(Data records)
....................

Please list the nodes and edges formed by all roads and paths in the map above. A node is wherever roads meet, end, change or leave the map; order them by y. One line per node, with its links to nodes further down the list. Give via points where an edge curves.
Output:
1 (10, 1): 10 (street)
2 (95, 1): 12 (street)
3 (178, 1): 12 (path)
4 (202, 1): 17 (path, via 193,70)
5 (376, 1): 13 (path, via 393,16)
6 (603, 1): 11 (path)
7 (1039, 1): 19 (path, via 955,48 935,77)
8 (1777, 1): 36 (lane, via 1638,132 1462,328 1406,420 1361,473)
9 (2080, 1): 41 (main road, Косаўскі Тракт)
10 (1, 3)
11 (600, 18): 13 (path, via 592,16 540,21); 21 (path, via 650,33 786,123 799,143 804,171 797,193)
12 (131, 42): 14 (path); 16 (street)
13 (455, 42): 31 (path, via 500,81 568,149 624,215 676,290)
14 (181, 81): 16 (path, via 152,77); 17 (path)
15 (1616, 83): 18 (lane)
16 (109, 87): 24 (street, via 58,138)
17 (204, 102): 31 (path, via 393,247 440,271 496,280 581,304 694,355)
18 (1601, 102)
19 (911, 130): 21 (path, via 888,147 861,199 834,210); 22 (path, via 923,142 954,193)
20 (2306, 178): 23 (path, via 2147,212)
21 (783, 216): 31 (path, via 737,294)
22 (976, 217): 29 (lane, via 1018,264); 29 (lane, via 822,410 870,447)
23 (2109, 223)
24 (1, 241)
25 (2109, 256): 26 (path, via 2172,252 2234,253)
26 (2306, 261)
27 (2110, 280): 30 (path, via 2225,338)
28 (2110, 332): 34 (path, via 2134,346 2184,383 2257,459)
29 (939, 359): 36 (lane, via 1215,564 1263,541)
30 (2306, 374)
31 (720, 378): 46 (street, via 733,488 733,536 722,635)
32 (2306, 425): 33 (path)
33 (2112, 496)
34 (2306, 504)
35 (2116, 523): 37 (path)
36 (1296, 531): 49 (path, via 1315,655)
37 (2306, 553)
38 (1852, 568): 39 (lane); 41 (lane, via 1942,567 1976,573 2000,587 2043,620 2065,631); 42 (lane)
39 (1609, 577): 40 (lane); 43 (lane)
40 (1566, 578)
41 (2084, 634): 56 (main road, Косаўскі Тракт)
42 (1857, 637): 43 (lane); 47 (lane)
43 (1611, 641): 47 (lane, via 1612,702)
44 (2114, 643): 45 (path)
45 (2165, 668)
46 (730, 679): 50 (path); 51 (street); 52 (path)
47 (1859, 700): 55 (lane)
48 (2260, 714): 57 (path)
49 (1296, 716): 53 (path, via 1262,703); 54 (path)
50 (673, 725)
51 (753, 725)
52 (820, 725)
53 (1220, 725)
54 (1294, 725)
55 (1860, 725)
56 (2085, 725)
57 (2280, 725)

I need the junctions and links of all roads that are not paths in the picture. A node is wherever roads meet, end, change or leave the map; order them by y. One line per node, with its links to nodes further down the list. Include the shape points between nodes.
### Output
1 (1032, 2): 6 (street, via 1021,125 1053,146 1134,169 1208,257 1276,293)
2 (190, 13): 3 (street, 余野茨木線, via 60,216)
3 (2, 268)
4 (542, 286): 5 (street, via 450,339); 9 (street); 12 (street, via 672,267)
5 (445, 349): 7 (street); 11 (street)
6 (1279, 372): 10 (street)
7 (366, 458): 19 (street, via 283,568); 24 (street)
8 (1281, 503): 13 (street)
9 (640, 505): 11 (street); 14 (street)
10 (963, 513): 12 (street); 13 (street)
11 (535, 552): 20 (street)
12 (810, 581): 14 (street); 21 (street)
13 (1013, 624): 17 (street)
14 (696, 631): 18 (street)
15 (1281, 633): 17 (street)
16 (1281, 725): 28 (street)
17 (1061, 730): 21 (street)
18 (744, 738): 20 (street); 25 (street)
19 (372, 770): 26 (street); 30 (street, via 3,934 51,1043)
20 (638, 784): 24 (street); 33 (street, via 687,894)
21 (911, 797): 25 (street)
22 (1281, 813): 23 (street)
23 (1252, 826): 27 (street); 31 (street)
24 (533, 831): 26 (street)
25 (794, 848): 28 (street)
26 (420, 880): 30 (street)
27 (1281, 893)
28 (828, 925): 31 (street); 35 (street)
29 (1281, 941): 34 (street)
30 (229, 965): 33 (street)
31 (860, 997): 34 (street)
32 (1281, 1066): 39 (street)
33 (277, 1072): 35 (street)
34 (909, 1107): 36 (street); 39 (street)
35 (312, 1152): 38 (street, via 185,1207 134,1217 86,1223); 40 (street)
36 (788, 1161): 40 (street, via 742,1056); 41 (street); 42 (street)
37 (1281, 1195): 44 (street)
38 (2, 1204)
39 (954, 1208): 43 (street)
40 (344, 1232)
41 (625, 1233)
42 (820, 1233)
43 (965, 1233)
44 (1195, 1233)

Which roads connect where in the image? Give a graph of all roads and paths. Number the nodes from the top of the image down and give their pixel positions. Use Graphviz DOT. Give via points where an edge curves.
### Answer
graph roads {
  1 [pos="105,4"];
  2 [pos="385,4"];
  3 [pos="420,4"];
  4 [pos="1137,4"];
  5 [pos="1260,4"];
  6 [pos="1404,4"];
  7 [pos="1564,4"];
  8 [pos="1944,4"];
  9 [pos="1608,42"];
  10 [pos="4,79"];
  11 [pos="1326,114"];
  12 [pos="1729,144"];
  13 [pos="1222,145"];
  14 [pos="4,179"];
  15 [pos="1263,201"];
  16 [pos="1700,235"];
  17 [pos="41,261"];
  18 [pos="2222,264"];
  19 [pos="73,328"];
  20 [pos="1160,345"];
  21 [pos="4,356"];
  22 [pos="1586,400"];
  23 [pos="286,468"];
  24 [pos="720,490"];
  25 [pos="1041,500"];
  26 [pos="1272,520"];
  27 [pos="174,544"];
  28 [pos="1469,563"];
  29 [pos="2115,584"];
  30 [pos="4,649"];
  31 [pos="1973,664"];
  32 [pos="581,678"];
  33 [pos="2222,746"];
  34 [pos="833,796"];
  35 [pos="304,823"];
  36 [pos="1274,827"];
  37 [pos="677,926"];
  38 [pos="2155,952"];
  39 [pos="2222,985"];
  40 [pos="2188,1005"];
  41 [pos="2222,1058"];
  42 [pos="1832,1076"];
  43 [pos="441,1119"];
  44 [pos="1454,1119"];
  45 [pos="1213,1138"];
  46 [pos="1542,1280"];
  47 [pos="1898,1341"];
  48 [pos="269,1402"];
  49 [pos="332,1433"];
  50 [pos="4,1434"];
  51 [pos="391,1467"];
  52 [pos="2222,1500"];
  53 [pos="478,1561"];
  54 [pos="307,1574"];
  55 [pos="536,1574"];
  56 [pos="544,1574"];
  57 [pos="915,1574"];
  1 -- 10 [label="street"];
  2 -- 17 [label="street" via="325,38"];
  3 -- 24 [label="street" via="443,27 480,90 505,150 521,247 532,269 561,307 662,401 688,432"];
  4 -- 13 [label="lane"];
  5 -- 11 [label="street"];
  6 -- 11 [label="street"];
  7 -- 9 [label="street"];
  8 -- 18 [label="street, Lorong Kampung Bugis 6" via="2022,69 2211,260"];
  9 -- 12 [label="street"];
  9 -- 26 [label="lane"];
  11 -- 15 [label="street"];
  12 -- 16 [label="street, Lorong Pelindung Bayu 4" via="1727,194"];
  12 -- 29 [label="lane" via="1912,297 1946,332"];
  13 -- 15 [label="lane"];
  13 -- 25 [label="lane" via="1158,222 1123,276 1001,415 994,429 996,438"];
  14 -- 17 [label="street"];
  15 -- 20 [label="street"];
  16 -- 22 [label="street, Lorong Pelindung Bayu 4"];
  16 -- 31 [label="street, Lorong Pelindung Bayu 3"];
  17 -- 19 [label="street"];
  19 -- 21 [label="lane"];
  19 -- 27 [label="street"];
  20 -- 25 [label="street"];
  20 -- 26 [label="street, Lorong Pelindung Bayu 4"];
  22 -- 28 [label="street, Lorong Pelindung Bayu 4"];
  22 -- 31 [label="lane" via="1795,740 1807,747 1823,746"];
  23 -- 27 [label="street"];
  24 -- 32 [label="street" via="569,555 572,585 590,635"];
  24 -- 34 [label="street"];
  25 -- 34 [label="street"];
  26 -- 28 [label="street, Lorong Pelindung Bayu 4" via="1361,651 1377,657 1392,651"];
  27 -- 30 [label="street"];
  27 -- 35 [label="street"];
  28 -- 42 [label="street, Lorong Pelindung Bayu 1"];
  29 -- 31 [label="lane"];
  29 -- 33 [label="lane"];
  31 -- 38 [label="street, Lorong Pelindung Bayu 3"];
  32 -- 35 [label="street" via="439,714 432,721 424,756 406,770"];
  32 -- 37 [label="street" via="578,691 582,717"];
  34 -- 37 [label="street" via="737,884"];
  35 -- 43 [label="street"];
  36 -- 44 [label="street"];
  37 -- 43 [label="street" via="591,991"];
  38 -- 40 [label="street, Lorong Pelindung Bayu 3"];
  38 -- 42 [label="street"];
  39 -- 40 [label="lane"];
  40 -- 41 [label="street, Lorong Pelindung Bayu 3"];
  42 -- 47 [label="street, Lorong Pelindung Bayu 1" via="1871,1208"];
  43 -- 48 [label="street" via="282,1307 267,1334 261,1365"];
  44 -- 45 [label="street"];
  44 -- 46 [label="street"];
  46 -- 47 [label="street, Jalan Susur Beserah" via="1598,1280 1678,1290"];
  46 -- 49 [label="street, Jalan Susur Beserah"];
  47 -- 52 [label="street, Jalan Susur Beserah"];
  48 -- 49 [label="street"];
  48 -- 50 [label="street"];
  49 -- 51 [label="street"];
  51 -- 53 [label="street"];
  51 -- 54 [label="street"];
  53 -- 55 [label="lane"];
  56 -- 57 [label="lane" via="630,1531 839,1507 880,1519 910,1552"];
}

....................

*WHAT THE EXERCISE ASKS:* The lines you need are those containing "Susur"; find them in the records and copy them.

*WRITTEN REPLY:*
  46 -- 47 [label="street, Jalan Susur Beserah" via="1598,1280 1678,1290"];
  46 -- 49 [label="street, Jalan Susur Beserah"];
  47 -- 52 [label="street, Jalan Susur Beserah"];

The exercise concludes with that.